▶ WORK INSTRUCTIONS:
The complete set of records below must be repeated precisely as given.

^^^^

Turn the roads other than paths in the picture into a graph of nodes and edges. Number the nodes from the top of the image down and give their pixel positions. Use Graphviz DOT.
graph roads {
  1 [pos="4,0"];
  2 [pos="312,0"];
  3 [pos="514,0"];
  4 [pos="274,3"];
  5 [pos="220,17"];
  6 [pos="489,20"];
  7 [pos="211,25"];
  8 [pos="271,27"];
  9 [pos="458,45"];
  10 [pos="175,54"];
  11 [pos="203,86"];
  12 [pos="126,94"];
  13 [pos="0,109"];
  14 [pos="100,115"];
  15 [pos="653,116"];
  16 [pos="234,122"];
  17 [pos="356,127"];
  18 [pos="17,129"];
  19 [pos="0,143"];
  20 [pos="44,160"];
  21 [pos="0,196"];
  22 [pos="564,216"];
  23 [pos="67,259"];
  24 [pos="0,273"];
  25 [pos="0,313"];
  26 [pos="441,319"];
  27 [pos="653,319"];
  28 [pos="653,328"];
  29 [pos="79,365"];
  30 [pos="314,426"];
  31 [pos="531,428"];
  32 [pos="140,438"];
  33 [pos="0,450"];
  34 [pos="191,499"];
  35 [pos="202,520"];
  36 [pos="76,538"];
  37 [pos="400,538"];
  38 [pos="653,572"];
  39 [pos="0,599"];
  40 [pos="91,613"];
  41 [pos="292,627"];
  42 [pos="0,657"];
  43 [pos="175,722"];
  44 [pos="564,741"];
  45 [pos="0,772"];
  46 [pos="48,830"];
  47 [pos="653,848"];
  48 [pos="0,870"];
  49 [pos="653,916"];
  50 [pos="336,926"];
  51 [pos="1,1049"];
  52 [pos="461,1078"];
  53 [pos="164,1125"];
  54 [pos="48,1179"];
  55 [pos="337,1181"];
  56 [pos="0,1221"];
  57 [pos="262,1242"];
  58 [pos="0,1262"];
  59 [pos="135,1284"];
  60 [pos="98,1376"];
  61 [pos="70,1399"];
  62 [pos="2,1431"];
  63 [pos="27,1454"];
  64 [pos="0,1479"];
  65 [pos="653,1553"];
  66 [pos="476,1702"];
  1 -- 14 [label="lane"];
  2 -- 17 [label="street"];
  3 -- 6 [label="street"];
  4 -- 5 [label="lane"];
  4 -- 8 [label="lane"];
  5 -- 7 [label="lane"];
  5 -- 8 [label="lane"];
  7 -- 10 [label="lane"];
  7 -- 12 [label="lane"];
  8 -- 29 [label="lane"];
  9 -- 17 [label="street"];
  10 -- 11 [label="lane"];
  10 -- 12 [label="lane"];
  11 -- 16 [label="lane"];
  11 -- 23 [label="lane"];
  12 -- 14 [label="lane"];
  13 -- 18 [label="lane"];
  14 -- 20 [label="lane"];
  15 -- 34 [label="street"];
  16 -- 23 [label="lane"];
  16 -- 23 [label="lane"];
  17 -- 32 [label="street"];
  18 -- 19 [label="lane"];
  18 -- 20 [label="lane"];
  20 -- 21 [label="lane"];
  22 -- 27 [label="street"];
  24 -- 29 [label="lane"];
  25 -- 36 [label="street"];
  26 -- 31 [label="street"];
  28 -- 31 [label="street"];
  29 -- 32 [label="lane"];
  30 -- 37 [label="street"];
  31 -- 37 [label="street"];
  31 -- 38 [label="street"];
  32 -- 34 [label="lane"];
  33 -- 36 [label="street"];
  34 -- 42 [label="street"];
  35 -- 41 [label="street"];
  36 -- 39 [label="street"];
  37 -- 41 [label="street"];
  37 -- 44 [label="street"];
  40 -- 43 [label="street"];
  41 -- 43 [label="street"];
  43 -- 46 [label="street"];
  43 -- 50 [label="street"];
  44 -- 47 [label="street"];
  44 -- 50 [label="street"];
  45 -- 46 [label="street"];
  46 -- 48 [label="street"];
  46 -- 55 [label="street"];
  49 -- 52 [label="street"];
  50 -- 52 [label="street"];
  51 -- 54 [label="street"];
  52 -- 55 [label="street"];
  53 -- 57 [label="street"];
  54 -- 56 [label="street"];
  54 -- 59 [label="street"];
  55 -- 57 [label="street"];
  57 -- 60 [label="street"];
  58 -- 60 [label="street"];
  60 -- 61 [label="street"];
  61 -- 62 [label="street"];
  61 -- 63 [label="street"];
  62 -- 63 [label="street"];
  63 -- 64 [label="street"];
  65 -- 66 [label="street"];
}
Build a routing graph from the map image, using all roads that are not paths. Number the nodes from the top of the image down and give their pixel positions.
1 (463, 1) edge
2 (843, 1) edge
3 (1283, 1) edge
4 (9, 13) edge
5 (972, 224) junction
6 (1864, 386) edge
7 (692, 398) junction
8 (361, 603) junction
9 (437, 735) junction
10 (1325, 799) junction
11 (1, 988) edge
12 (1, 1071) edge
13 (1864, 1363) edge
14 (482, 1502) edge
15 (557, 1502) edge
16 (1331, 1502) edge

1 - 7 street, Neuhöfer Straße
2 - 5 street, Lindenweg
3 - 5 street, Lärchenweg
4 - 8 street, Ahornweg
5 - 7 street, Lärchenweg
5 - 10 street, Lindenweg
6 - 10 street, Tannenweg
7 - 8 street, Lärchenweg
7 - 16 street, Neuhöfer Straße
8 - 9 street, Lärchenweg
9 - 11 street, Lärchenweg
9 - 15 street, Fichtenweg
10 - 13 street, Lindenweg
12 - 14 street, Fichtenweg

^^^^

▶ ANSWER BOX:
Turn the roads other than paths in the picture into a graph of nodes and edges. Number the nodes from the top of the image down and give their pixel positions. Use Graphviz DOT.
graph roads {
  1 [pos="4,0"];
  2 [pos="312,0"];
  3 [pos="514,0"];
  4 [pos="274,3"];
  5 [pos="220,17"];
  6 [pos="489,20"];
  7 [pos="211,25"];
  8 [pos="271,27"];
  9 [pos="458,45"];
  10 [pos="175,54"];
  11 [pos="203,86"];
  12 [pos="126,94"];
  13 [pos="0,109"];
  14 [pos="100,115"];
  15 [pos="653,116"];
  16 [pos="234,122"];
  17 [pos="356,127"];
  18 [pos="17,129"];
  19 [pos="0,143"];
  20 [pos="44,160"];
  21 [pos="0,196"];
  22 [pos="564,216"];
  23 [pos="67,259"];
  24 [pos="0,273"];
  25 [pos="0,313"];
  26 [pos="441,319"];
  27 [pos="653,319"];
  28 [pos="653,328"];
  29 [pos="79,365"];
  30 [pos="314,426"];
  31 [pos="531,428"];
  32 [pos="140,438"];
  33 [pos="0,450"];
  34 [pos="191,499"];
  35 [pos="202,520"];
  36 [pos="76,538"];
  37 [pos="400,538"];
  38 [pos="653,572"];
  39 [pos="0,599"];
  40 [pos="91,613"];
  41 [pos="292,627"];
  42 [pos="0,657"];
  43 [pos="175,722"];
  44 [pos="564,741"];
  45 [pos="0,772"];
  46 [pos="48,830"];
  47 [pos="653,848"];
  48 [pos="0,870"];
  49 [pos="653,916"];
  50 [pos="336,926"];
  51 [pos="1,1049"];
  52 [pos="461,1078"];
  53 [pos="164,1125"];
  54 [pos="48,1179"];
  55 [pos="337,1181"];
  56 [pos="0,1221"];
  57 [pos="262,1242"];
  58 [pos="0,1262"];
  59 [pos="135,1284"];
  60 [pos="98,1376"];
  61 [pos="70,1399"];
  62 [pos="2,1431"];
  63 [pos="27,1454"];
  64 [pos="0,1479"];
  65 [pos="653,1553"];
  66 [pos="476,1702"];
  1 -- 14 [label="lane"];
  2 -- 17 [label="street"];
  3 -- 6 [label="street"];
  4 -- 5 [label="lane"];
  4 -- 8 [label="lane"];
  5 -- 7 [label="lane"];
  5 -- 8 [label="lane"];
  7 -- 10 [label="lane"];
  7 -- 12 [label="lane"];
  8 -- 29 [label="lane"];
  9 -- 17 [label="street"];
  10 -- 11 [label="lane"];
  10 -- 12 [label="lane"];
  11 -- 16 [label="lane"];
  11 -- 23 [label="lane"];
  12 -- 14 [label="lane"];
  13 -- 18 [label="lane"];
  14 -- 20 [label="lane"];
  15 -- 34 [label="street"];
  16 -- 23 [label="lane"];
  16 -- 23 [label="lane"];
  17 -- 32 [label="street"];
  18 -- 19 [label="lane"];
  18 -- 20 [label="lane"];
  20 -- 21 [label="lane"];
  22 -- 27 [label="street"];
  24 -- 29 [label="lane"];
  25 -- 36 [label="street"];
  26 -- 31 [label="street"];
  28 -- 31 [label="street"];
  29 -- 32 [label="lane"];
  30 -- 37 [label="street"];
  31 -- 37 [label="street"];
  31 -- 38 [label="street"];
  32 -- 34 [label="lane"];
  33 -- 36 [label="street"];
  34 -- 42 [label="street"];
  35 -- 41 [label="street"];
  36 -- 39 [label="street"];
  37 -- 41 [label="street"];
  37 -- 44 [label="street"];
  40 -- 43 [label="street"];
  41 -- 43 [label="street"];
  43 -- 46 [label="street"];
  43 -- 50 [label="street"];
  44 -- 47 [label="street"];
  44 -- 50 [label="street"];
  45 -- 46 [label="street"];
  46 -- 48 [label="street"];
  46 -- 55 [label="street"];
  49 -- 52 [label="street"];
  50 -- 52 [label="street"];
  51 -- 54 [label="street"];
  52 -- 55 [label="street"];
  53 -- 57 [label="street"];
  54 -- 56 [label="street"];
  54 -- 59 [label="street"];
  55 -- 57 [label="street"];
  57 -- 60 [label="street"];
  58 -- 60 [label="street"];
  60 -- 61 [label="street"];
  61 -- 62 [label="street"];
  61 -- 63 [label="street"];
  62 -- 63 [label="street"];
  63 -- 64 [label="street"];
  65 -- 66 [label="street"];
}
Build a routing graph from the map image, using all roads that are not paths. Number the nodes from the top of the image down and give their pixel positions.
1 (463, 1) edge
2 (843, 1) edge
3 (1283, 1) edge
4 (9, 13) edge
5 (972, 224) junction
6 (1864, 386) edge
7 (692, 398) junction
8 (361, 603) junction
9 (437, 735) junction
10 (1325, 799) junction
11 (1, 988) edge
12 (1, 1071) edge
13 (1864, 1363) edge
14 (482, 1502) edge
15 (557, 1502) edge
16 (1331, 1502) edge

1 - 7 street, Neuhöfer Straße
2 - 5 street, Lindenweg
3 - 5 street, Lärchenweg
4 - 8 street, Ahornweg
5 - 7 street, Lärchenweg
5 - 10 street, Lindenweg
6 - 10 street, Tannenweg
7 - 8 street, Lärchenweg
7 - 16 street, Neuhöfer Straße
8 - 9 street, Lärchenweg
9 - 11 street, Lärchenweg
9 - 15 street, Fichtenweg
10 - 13 street, Lindenweg
12 - 14 street, Fichtenweg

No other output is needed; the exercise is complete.